++++ Available data ++++

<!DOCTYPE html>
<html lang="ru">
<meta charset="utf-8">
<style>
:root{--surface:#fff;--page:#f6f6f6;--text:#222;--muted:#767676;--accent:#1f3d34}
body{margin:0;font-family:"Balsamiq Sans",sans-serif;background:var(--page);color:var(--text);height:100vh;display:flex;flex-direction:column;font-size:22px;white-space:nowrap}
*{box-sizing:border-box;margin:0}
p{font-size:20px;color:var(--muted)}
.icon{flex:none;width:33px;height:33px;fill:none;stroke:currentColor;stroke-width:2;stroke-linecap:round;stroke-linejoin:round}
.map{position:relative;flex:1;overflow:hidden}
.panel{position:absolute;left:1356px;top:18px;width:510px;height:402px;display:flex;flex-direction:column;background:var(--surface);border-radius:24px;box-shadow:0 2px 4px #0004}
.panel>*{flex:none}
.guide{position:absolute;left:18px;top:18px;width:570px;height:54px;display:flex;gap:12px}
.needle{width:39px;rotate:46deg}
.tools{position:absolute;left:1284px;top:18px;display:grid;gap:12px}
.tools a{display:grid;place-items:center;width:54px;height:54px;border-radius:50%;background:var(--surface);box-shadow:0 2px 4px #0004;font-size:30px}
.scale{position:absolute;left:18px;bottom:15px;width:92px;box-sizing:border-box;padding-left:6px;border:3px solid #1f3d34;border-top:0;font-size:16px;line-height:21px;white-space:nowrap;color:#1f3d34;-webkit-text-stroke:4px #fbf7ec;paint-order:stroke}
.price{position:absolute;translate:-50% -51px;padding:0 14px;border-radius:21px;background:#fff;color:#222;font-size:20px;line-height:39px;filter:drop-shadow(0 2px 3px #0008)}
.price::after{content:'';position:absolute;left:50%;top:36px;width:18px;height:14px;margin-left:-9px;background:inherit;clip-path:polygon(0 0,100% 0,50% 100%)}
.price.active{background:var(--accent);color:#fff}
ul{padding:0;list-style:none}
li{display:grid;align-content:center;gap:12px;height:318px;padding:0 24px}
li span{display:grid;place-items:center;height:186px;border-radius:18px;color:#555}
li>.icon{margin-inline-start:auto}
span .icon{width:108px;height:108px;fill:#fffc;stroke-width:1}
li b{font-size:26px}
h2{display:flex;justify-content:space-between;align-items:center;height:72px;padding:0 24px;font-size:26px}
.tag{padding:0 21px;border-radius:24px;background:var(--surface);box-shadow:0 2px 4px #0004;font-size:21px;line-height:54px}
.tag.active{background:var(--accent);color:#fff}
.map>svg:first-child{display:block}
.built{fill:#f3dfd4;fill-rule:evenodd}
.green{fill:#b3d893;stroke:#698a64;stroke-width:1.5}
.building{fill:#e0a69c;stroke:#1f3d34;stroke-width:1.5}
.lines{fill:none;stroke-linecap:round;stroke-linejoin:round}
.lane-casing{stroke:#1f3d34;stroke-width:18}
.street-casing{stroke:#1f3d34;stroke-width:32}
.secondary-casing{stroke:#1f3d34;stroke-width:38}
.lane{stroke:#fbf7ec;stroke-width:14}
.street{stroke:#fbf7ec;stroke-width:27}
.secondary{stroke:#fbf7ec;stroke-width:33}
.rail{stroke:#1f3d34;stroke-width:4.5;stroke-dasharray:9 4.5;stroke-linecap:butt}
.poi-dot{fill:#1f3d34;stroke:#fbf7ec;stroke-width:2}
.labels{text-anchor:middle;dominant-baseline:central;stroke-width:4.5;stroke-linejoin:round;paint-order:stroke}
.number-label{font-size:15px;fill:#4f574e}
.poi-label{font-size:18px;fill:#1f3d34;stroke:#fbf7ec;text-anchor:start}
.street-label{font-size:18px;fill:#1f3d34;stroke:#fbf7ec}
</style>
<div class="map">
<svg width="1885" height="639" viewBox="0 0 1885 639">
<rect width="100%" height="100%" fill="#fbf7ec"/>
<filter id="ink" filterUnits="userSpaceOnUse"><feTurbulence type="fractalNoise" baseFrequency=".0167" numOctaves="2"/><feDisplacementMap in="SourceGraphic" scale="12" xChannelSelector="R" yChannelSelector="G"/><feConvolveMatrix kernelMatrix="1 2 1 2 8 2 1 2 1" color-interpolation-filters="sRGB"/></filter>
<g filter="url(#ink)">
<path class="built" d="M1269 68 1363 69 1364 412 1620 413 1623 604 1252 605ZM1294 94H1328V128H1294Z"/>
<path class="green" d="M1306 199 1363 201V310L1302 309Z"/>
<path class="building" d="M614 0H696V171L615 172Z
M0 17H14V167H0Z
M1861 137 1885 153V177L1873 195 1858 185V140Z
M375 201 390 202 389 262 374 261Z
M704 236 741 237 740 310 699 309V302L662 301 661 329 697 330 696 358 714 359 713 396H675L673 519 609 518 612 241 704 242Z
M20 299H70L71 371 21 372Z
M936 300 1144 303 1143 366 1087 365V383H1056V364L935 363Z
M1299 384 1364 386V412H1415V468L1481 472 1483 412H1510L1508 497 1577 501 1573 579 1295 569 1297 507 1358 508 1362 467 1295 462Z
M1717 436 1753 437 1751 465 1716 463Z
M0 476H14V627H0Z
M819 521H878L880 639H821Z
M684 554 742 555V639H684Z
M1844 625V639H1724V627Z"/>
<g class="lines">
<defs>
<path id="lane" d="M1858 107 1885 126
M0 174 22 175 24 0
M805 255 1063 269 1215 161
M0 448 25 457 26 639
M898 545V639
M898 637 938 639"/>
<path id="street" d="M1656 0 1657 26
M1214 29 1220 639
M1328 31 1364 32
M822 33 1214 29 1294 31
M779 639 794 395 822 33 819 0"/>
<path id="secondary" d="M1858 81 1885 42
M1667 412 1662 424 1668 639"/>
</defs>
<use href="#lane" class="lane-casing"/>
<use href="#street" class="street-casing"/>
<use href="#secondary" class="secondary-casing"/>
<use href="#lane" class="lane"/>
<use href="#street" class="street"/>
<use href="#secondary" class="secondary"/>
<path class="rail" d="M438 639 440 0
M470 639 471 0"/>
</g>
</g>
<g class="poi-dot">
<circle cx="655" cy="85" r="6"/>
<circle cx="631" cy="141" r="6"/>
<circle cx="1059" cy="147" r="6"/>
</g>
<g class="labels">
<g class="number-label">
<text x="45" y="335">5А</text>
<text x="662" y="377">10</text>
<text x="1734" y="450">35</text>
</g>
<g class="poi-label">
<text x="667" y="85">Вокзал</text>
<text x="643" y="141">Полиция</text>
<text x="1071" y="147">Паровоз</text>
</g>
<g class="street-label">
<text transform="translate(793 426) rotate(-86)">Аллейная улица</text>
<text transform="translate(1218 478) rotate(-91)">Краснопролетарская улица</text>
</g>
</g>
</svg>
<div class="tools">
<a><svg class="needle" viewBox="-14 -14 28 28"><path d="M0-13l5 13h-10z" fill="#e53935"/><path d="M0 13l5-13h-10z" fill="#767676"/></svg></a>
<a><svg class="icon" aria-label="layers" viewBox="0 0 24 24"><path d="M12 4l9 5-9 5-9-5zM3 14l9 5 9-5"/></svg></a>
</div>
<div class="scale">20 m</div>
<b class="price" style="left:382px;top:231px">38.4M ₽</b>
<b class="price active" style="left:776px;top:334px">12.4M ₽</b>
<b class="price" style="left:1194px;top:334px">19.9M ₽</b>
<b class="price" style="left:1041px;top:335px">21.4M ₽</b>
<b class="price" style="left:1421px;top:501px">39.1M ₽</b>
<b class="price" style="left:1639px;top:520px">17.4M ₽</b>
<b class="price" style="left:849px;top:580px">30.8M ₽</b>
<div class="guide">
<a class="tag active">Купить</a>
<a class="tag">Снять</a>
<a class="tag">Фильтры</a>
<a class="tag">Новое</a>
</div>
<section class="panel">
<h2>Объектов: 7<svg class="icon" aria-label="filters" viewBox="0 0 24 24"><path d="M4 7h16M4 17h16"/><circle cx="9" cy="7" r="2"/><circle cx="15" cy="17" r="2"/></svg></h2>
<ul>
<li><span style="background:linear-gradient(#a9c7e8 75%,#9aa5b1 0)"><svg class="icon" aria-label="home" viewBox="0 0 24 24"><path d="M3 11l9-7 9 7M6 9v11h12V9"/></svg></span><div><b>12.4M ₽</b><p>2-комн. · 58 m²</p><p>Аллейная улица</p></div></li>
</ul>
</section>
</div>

++++

### Problem description
Look through the entries and return every line where "none" appears.

### Reply
.icon{flex:none;width:33px;height:33px;fill:none;stroke:currentColor;stroke-width:2;stroke-linecap:round;stroke-linejoin:round}
.panel>*{flex:none}
ul{padding:0;list-style:none}
.lines{fill:none;stroke-linecap:round;stroke-linejoin:round}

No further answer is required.